* _What you should do_
The answer must consist of every line below containing "人見街道".

Segment Start: Material provided

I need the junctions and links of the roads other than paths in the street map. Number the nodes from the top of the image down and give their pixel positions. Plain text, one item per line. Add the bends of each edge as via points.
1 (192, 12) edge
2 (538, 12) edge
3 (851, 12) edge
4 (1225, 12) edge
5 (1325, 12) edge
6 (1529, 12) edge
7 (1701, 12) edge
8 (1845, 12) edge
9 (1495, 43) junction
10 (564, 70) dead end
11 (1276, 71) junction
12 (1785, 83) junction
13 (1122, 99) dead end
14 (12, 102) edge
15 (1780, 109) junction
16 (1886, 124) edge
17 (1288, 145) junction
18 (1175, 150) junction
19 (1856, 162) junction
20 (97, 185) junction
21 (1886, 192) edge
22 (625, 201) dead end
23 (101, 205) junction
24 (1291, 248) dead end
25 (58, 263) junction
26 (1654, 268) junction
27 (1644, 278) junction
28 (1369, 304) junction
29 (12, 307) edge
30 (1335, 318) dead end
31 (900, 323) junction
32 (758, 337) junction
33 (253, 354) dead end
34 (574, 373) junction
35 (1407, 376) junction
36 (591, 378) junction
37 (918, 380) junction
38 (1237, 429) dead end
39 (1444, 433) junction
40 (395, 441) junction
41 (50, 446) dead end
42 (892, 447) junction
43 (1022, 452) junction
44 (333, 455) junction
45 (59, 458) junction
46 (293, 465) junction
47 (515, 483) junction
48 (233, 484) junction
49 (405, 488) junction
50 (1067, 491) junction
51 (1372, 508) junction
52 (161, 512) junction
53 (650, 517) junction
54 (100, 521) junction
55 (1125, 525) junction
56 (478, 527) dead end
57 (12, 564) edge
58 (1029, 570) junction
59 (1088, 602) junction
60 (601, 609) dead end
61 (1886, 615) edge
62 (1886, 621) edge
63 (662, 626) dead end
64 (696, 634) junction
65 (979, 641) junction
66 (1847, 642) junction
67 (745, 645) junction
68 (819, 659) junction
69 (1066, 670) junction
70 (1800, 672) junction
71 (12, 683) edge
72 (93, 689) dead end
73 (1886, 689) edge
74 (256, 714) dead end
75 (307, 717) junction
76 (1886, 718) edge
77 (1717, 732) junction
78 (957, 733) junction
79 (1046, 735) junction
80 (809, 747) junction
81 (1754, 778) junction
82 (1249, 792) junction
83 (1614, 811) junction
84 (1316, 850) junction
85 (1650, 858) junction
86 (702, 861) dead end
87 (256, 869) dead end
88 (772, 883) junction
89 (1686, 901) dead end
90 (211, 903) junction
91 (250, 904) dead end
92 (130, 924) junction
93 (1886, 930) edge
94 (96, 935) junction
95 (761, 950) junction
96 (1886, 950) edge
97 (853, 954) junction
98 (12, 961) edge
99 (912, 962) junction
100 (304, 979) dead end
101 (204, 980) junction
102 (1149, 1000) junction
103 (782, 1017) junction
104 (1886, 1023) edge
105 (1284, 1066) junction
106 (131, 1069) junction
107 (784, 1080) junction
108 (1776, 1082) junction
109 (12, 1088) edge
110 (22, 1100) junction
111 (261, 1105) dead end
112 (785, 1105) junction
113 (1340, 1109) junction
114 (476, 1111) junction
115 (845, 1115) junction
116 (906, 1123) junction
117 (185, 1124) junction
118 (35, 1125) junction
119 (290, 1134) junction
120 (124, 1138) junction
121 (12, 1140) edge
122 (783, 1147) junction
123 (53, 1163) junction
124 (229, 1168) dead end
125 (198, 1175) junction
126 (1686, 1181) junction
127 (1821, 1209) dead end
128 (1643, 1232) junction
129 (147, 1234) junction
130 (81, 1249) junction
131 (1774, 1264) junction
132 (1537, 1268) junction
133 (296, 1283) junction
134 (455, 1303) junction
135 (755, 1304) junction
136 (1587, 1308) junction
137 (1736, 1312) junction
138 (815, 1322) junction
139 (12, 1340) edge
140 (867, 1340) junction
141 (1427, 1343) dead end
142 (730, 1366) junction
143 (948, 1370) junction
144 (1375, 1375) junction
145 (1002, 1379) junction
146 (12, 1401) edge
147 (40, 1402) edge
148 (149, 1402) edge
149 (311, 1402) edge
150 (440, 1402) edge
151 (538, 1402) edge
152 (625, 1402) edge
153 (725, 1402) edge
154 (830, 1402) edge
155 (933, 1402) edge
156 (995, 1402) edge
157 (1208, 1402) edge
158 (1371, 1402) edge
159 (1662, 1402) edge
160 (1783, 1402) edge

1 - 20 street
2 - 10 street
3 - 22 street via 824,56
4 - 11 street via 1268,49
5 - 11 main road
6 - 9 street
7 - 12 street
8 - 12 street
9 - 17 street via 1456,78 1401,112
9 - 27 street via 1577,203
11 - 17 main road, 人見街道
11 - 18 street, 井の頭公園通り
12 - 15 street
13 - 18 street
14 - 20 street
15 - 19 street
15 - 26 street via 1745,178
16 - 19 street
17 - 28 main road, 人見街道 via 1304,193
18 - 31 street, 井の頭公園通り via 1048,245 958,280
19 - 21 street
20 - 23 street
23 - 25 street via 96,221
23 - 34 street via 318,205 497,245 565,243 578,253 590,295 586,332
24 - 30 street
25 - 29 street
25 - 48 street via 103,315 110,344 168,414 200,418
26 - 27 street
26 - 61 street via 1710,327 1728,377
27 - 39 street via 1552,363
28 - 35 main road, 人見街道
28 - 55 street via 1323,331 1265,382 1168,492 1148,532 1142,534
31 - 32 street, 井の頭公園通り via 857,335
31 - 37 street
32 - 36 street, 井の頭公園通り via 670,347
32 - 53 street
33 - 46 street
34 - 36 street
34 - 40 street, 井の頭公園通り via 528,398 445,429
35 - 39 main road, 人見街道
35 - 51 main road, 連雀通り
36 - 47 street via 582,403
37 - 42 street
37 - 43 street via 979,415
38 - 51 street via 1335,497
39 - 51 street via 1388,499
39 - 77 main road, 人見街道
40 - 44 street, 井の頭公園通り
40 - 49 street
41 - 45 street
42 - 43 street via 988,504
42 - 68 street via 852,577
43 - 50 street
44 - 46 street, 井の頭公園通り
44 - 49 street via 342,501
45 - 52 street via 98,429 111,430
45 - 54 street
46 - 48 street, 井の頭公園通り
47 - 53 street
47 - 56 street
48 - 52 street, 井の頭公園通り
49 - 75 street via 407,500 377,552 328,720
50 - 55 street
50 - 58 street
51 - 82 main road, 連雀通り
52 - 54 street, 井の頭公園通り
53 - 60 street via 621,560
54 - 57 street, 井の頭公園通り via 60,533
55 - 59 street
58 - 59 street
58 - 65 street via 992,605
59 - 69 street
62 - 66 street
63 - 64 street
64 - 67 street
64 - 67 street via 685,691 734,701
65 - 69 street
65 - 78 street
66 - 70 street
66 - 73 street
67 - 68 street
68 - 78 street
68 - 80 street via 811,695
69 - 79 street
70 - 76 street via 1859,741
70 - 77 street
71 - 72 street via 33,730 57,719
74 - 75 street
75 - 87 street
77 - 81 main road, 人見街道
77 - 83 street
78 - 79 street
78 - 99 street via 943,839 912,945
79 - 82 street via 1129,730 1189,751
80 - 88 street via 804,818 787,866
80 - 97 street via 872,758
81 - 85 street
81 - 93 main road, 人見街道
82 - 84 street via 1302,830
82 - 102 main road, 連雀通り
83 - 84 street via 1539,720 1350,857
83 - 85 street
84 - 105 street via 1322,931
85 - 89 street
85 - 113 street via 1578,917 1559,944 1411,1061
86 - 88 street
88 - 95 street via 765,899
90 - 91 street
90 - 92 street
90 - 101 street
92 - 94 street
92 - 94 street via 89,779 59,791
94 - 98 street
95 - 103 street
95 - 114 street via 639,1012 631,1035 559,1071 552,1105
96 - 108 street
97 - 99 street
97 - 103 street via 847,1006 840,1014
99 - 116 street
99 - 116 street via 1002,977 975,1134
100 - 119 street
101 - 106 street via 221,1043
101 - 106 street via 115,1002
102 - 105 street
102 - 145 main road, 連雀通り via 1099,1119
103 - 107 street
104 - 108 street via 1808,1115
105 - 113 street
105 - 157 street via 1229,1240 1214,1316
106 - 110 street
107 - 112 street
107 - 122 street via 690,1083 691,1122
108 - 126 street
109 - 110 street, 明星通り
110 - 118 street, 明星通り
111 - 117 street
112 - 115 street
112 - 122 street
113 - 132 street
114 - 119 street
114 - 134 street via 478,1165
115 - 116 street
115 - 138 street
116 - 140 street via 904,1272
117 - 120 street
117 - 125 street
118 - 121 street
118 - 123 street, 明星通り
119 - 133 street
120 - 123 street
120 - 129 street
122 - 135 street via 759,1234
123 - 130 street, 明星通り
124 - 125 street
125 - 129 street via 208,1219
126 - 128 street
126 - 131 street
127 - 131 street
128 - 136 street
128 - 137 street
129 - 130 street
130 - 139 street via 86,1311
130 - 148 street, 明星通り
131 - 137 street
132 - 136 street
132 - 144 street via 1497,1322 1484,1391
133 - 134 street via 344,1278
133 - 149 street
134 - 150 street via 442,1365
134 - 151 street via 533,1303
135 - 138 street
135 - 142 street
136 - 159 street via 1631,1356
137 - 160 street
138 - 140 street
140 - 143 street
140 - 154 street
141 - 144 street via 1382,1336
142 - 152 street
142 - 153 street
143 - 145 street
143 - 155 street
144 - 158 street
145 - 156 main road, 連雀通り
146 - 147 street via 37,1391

Segment End: Material provided

* _Exercise response_
11 - 17 main road, 人見街道
17 - 28 main road, 人見街道 via 1304,193
28 - 35 main road, 人見街道
35 - 39 main road, 人見街道
39 - 77 main road, 人見街道
77 - 81 main road, 人見街道
81 - 93 main road, 人見街道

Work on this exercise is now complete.